Your objective:
Copy each line below that contains "list".
───── Provided data
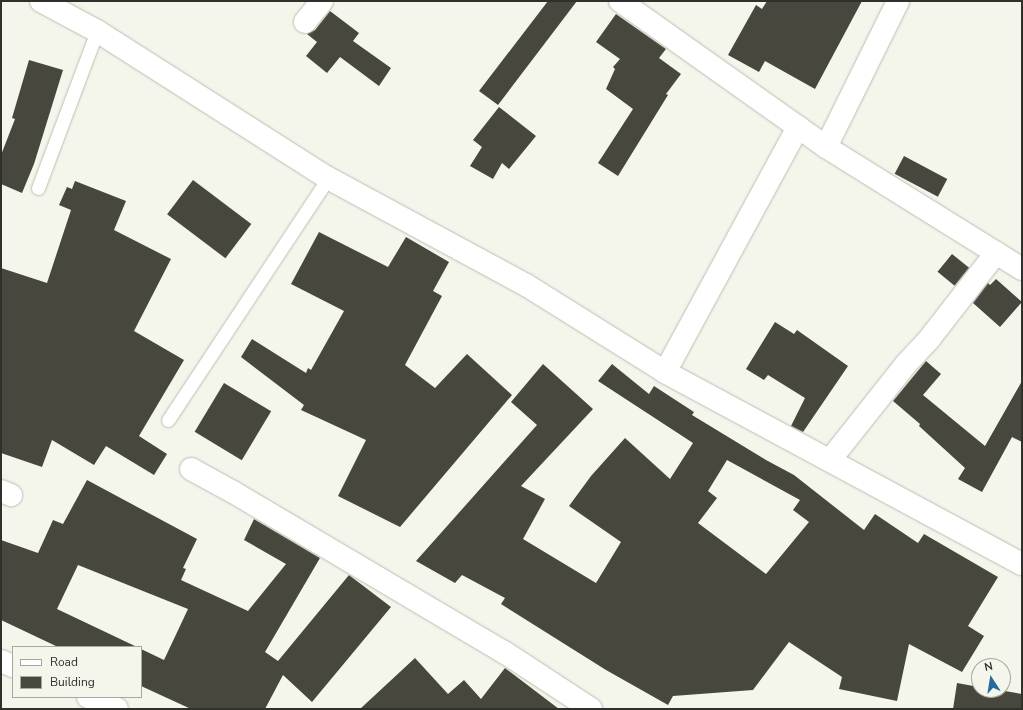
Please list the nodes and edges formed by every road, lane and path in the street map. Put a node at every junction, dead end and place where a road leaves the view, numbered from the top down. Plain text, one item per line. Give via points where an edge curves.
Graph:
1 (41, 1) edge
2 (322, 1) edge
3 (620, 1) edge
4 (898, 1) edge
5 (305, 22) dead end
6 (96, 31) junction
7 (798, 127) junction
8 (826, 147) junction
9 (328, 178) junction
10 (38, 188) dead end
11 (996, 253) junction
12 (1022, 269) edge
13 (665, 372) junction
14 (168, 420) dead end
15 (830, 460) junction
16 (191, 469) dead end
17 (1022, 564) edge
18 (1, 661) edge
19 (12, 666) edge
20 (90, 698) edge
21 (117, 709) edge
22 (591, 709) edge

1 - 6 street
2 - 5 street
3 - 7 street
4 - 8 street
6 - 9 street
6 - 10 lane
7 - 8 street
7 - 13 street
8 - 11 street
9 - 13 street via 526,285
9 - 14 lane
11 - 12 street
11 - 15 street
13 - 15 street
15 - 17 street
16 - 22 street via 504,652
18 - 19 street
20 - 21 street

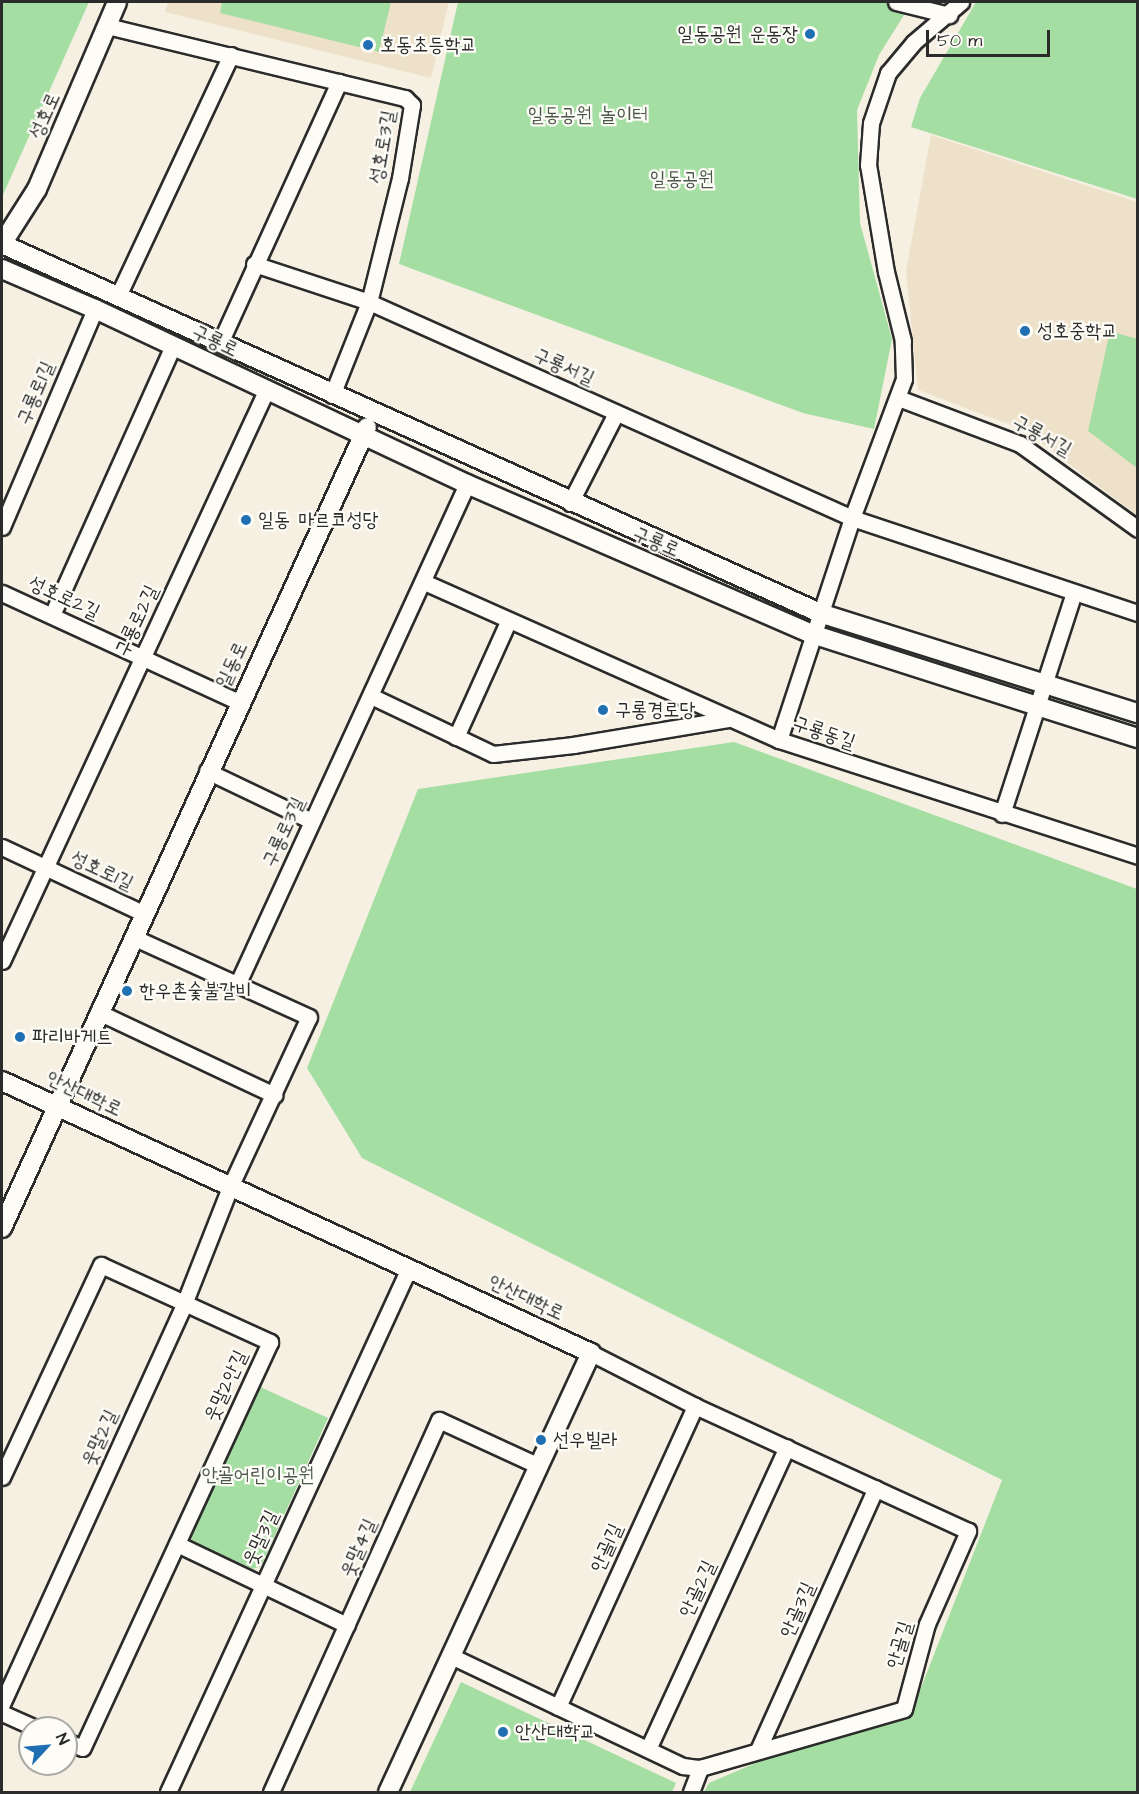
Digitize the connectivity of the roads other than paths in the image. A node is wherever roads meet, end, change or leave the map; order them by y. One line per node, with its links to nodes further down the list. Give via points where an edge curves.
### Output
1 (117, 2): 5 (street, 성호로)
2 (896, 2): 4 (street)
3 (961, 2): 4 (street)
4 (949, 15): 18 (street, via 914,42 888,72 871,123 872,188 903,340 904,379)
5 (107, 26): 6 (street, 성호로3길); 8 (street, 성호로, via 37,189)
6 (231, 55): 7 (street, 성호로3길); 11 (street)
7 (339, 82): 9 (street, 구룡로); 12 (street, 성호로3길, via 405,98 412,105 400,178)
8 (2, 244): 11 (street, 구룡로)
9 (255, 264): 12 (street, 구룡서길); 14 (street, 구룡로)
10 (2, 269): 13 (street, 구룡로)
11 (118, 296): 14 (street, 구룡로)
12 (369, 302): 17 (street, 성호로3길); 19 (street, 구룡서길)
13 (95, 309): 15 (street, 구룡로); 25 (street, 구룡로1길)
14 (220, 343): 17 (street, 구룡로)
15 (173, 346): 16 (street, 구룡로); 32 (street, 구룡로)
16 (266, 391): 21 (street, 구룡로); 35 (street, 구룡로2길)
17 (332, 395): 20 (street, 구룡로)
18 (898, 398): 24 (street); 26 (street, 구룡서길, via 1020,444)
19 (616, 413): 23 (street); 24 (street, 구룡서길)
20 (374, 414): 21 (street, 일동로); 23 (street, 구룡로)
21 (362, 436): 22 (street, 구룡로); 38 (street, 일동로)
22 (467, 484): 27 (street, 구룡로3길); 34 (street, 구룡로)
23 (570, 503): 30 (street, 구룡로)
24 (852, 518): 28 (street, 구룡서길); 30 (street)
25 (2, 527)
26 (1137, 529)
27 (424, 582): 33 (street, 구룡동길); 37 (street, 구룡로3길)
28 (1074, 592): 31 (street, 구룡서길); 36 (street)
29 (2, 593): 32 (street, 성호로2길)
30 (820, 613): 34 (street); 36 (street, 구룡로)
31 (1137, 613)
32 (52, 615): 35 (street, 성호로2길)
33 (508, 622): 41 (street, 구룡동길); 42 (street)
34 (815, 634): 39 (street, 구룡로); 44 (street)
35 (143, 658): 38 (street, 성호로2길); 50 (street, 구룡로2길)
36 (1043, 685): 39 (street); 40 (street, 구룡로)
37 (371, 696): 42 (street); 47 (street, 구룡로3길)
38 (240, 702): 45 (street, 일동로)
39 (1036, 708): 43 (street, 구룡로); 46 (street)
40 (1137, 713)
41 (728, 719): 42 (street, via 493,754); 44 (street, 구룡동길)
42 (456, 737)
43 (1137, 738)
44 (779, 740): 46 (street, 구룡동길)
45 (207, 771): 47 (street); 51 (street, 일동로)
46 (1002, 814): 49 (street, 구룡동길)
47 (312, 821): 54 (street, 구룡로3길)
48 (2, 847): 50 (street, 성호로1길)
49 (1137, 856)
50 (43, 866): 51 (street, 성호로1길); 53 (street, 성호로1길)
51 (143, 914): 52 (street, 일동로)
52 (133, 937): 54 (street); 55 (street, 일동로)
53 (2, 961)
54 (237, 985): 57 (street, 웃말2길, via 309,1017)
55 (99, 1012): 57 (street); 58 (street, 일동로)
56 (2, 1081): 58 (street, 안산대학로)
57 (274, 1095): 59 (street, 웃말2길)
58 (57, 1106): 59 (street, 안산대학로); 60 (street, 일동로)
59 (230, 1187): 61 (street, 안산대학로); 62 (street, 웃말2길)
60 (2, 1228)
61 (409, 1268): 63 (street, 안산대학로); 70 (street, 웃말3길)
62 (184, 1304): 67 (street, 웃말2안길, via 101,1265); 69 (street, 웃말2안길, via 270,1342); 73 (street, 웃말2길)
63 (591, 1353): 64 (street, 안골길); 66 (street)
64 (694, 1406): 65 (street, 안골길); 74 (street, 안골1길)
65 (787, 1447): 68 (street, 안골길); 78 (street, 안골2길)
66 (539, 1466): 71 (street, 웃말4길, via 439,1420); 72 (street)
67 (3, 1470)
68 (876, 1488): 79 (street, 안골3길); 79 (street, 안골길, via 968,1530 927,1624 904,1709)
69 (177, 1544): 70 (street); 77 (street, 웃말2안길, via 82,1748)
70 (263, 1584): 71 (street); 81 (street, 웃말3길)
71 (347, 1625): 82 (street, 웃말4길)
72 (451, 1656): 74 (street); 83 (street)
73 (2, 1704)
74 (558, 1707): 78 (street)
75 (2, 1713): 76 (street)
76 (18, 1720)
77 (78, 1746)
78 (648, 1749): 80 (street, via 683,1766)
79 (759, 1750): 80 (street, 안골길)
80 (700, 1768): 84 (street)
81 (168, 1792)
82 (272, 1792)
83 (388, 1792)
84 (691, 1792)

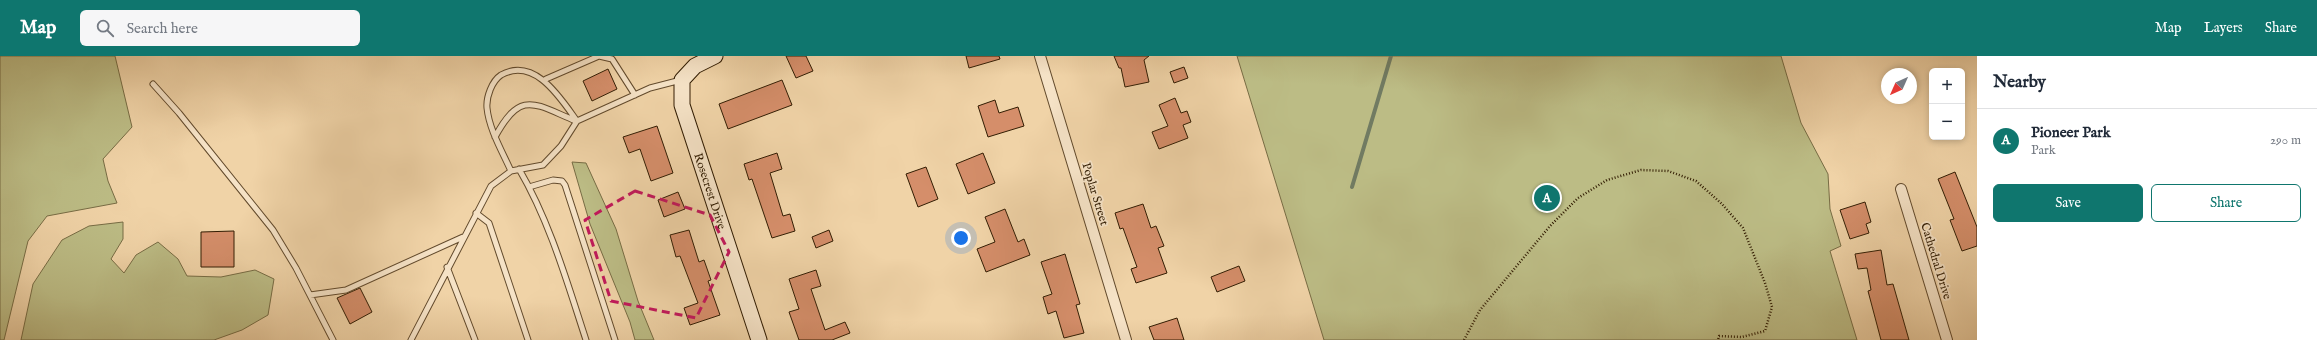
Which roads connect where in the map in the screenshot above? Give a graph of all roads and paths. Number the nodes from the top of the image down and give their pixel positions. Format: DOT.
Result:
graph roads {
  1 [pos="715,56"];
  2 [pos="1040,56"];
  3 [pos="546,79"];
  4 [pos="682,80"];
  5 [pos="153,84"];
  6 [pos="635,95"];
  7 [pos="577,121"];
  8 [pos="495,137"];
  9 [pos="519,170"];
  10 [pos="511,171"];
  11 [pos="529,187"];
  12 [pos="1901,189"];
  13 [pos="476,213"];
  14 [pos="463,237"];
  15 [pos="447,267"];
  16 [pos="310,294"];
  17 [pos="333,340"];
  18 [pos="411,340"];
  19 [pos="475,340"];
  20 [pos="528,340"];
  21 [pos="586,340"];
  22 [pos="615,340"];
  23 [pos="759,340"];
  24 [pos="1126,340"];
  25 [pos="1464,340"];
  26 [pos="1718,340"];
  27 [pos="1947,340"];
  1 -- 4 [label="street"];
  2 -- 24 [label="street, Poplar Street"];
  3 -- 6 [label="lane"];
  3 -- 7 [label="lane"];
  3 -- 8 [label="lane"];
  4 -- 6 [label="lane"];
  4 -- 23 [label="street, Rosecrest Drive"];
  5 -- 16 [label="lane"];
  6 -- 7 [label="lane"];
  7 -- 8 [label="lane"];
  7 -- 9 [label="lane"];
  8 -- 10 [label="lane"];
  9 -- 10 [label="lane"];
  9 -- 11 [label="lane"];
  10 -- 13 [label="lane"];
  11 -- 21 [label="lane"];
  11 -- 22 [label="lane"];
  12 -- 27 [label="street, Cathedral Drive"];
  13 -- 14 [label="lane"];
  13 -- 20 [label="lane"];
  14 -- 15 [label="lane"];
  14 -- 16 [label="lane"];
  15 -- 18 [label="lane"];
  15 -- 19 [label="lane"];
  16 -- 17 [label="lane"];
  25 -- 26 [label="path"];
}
──────────
Written response:
Please list the nodes and edges formed by every road, lane and path in the street map. Put a node at every junction, dead end and place where a road leaves the view, numbered from the top down. Plain text, one item per line. Give via points where an edge curves.
Digitize the connectivity of the roads other than paths in the image. A node is wherever roads meet, end, change or leave the map; order them by y. One line per node, with its links to nodes further down the list. Give via points where an edge curves.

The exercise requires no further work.